OpenCAPI to Be Folded into CXL

By Agam Shah

August 1, 2022

As the need for speed drives computational workloads, more standards organizations are coalescing around a standard called Compute Express Link – also known as CXL – to eliminate chokepoints inside systems.

One such standards organization, the IBM-backed OpenCAPI Consortium, has signed a letter of intent to merge its assets into the Compute Express Link Consortium, which drives the development of an interconnect that acts as a bridge for system hardware to communicate.

In 2020, Gen-Z, another consortium developing an interconnect standard, initiated a marger with CXL Consortium.

The CXL 2.0 specification, which was revised last year, sets the standards for the CPU, memory, storage and accelerators such as GPUs and AI processors to communicate.

The spec, which is based on PCIe 5.0 standard, sets protocols for a distributed computing infrastructure in which processing can be distributed between CPUs, AI chips, memory and storage. In many cases, the accelerators like GPUs or AI chips – which require more memory and storage – are more important than the CPUs.

“OpenCAPI Consortium assets are complementary to CXL Consortium assets,” Bob Szabo, president of OpenCAPI Consortium, told HPCwire.

The transfer of specifications will break down barriers and foster collaboration for interoperable standards, which will lead to rapid innovation.
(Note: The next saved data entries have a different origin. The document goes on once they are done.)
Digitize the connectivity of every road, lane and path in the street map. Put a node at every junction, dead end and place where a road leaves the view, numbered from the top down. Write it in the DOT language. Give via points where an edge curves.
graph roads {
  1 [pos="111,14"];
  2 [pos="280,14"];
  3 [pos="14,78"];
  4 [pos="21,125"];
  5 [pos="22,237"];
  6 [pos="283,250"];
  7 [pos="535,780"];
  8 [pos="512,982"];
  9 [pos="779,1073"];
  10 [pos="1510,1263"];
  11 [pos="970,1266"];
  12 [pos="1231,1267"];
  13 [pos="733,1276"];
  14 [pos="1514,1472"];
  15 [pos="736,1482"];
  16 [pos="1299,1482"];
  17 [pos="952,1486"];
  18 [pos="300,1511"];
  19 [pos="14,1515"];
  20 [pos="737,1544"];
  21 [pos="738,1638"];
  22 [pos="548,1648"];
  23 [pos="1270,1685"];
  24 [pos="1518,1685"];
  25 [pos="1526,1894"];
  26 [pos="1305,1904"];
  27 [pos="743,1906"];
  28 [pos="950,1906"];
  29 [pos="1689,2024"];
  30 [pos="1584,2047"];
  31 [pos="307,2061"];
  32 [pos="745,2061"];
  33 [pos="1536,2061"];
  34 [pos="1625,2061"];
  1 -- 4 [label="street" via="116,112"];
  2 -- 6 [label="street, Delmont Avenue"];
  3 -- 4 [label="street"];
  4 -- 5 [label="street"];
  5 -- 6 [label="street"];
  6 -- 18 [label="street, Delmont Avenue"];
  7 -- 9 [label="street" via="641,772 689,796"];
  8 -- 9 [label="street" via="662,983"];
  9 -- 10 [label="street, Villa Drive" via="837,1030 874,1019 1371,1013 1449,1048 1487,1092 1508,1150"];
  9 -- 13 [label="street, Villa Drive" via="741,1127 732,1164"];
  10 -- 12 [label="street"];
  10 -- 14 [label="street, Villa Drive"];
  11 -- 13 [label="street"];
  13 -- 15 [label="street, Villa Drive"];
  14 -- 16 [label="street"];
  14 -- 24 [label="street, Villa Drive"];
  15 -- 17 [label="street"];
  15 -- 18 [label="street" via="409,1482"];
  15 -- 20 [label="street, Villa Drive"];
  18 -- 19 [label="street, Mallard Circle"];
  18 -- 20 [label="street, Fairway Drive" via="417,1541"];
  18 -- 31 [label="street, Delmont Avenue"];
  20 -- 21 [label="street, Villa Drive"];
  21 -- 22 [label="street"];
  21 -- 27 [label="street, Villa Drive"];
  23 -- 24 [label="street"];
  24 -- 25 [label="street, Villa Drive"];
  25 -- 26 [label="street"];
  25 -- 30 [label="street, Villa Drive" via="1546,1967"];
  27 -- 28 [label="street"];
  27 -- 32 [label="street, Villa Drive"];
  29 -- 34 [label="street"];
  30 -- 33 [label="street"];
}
“Naturally the intention, and expectation of the outcome is to have one organization driving forward, not two,” Szabo said.

All OpenCAPI Consortium assets, including trademarks, logo and specifications will be assigned to CXL Consortium.

The transfer will include the primary OpenCAPI spec, a plug-in protocol that allows CPUs to link up with a wide range of memory, storage and other chips. The specification’s biggest backer was IBM, who has used it in Power9 and Power10 servers to link up GPUs, FPGAs and other components to its processors. Nvidia and Google, who partnered with IBM on Power chips, were early backers of the specification. However, the spec was never supported by server heavyweights such as Intel or AMD.

OpenCAPI’s Open Memory Interface (OMI) – a specification for memory attached near the processor – is also being transferred to CXL.

Many members and adopters for the standards overlap between the two organizations, Szabo said. The specs will be available from the CXL Consortium, and there will continue to be open-source IP available from OpenCAPI’s GitHub repository.

“All specifications will be available from CXL Consortium. How CXL Consortium further leverages the assets going forward will be determined over time by the CXL Consortium membership as it would have been under OpenCAPI Consortium,” Szabo said.

CXL, which was founded in 2019, has all the major enterprise hardware providers and cloud providers as members, including IBM, which was the force behind OpenCAPI. One exception is Apple, which focuses on consumer hardware.

The CXL specification has also benefited from backing by system building consortiums like Open Compute Project, whose members collaborate on open designs for workloads in the cloud, edge, and data centers.

Chip designers like Intel are adding CXL support to new silicon strategies around chiplets, which takes a modular chip approach by combining various CPUs and accelerators in a tight chip package.

Since its foundation CXL has steamrolled over all the other interconnect standards such as OpenCAPI or CCIX, said Nathan Brookwood, an analyst at Insight 64.

It takes a lot of time and effort to develop controllers, and CXL provides a long-term security that the hardware will be relevant on release, Brookwood said.

“There are very few chip microarchitectures, and as a result if you are a developer and you glom onto the right standard, the standard will likely be there when you release a product,” Brookwood said.

CXL has also gained backing as buyers turn their eye on proprietary technology. CXL also brings a new mindset into how systems are built, Brookwood said.

“With CXL you can expand out of the box. Old standards couldn’t do that at the DRAM level and connect to different motherboards on the fly. With CXL you can do that, and a system that has huge amounts of high-speed memory can be reconfigured on the fly over dozens of systems and racks,” Brookwood said.